* _Exercise brief_
The reply should consist of every entry, repeated exactly.

* _Data section_
----

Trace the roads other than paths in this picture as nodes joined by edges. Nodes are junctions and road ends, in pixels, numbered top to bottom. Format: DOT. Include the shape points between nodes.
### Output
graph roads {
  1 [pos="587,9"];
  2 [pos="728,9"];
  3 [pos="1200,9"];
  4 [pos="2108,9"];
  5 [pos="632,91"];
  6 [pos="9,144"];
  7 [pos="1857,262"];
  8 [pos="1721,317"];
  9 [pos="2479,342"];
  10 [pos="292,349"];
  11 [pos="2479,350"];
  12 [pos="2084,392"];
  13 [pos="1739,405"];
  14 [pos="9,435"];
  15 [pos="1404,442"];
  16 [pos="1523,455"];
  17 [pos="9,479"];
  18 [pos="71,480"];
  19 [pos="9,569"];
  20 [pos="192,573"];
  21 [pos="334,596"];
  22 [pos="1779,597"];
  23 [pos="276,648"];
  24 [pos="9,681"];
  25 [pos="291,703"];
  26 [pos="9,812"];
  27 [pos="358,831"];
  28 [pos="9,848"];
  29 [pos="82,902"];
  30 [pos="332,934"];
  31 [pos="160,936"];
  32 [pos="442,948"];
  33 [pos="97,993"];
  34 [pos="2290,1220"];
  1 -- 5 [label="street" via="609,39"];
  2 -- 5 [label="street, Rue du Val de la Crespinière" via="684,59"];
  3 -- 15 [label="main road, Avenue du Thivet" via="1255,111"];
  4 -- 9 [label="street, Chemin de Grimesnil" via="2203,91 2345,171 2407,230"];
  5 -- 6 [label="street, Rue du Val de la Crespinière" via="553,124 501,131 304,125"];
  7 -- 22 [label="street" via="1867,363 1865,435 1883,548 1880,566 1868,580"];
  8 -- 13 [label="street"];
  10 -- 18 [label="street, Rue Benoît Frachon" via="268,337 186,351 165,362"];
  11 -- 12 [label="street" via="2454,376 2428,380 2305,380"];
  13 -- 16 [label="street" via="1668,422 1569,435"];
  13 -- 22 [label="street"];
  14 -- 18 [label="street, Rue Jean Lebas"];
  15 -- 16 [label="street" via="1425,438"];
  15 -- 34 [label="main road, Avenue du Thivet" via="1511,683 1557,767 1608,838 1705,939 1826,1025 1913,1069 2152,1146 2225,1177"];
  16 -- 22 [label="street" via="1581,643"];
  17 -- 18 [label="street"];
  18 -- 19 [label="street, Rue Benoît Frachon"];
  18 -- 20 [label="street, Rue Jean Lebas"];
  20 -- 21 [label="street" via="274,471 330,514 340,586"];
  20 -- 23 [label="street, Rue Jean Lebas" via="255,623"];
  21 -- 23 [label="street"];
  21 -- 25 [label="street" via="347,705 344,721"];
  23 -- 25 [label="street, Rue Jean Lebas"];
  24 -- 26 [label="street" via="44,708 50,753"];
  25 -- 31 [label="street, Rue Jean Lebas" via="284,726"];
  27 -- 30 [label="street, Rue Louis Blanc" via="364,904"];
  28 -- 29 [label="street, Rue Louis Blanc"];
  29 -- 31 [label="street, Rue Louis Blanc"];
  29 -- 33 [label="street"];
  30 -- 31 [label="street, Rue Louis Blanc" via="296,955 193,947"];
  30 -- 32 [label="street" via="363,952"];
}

----

* _Result of the exercise_
Trace the roads other than paths in this picture as nodes joined by edges. Nodes are junctions and road ends, in pixels, numbered top to bottom. Format: DOT. Include the shape points between nodes.
### Output
graph roads {
  1 [pos="587,9"];
  2 [pos="728,9"];
  3 [pos="1200,9"];
  4 [pos="2108,9"];
  5 [pos="632,91"];
  6 [pos="9,144"];
  7 [pos="1857,262"];
  8 [pos="1721,317"];
  9 [pos="2479,342"];
  10 [pos="292,349"];
  11 [pos="2479,350"];
  12 [pos="2084,392"];
  13 [pos="1739,405"];
  14 [pos="9,435"];
  15 [pos="1404,442"];
  16 [pos="1523,455"];
  17 [pos="9,479"];
  18 [pos="71,480"];
  19 [pos="9,569"];
  20 [pos="192,573"];
  21 [pos="334,596"];
  22 [pos="1779,597"];
  23 [pos="276,648"];
  24 [pos="9,681"];
  25 [pos="291,703"];
  26 [pos="9,812"];
  27 [pos="358,831"];
  28 [pos="9,848"];
  29 [pos="82,902"];
  30 [pos="332,934"];
  31 [pos="160,936"];
  32 [pos="442,948"];
  33 [pos="97,993"];
  34 [pos="2290,1220"];
  1 -- 5 [label="street" via="609,39"];
  2 -- 5 [label="street, Rue du Val de la Crespinière" via="684,59"];
  3 -- 15 [label="main road, Avenue du Thivet" via="1255,111"];
  4 -- 9 [label="street, Chemin de Grimesnil" via="2203,91 2345,171 2407,230"];
  5 -- 6 [label="street, Rue du Val de la Crespinière" via="553,124 501,131 304,125"];
  7 -- 22 [label="street" via="1867,363 1865,435 1883,548 1880,566 1868,580"];
  8 -- 13 [label="street"];
  10 -- 18 [label="street, Rue Benoît Frachon" via="268,337 186,351 165,362"];
  11 -- 12 [label="street" via="2454,376 2428,380 2305,380"];
  13 -- 16 [label="street" via="1668,422 1569,435"];
  13 -- 22 [label="street"];
  14 -- 18 [label="street, Rue Jean Lebas"];
  15 -- 16 [label="street" via="1425,438"];
  15 -- 34 [label="main road, Avenue du Thivet" via="1511,683 1557,767 1608,838 1705,939 1826,1025 1913,1069 2152,1146 2225,1177"];
  16 -- 22 [label="street" via="1581,643"];
  17 -- 18 [label="street"];
  18 -- 19 [label="street, Rue Benoît Frachon"];
  18 -- 20 [label="street, Rue Jean Lebas"];
  20 -- 21 [label="street" via="274,471 330,514 340,586"];
  20 -- 23 [label="street, Rue Jean Lebas" via="255,623"];
  21 -- 23 [label="street"];
  21 -- 25 [label="street" via="347,705 344,721"];
  23 -- 25 [label="street, Rue Jean Lebas"];
  24 -- 26 [label="street" via="44,708 50,753"];
  25 -- 31 [label="street, Rue Jean Lebas" via="284,726"];
  27 -- 30 [label="street, Rue Louis Blanc" via="364,904"];
  28 -- 29 [label="street, Rue Louis Blanc"];
  29 -- 31 [label="street, Rue Louis Blanc"];
  29 -- 33 [label="street"];
  30 -- 31 [label="street, Rue Louis Blanc" via="296,955 193,947"];
  30 -- 32 [label="street" via="363,952"];
}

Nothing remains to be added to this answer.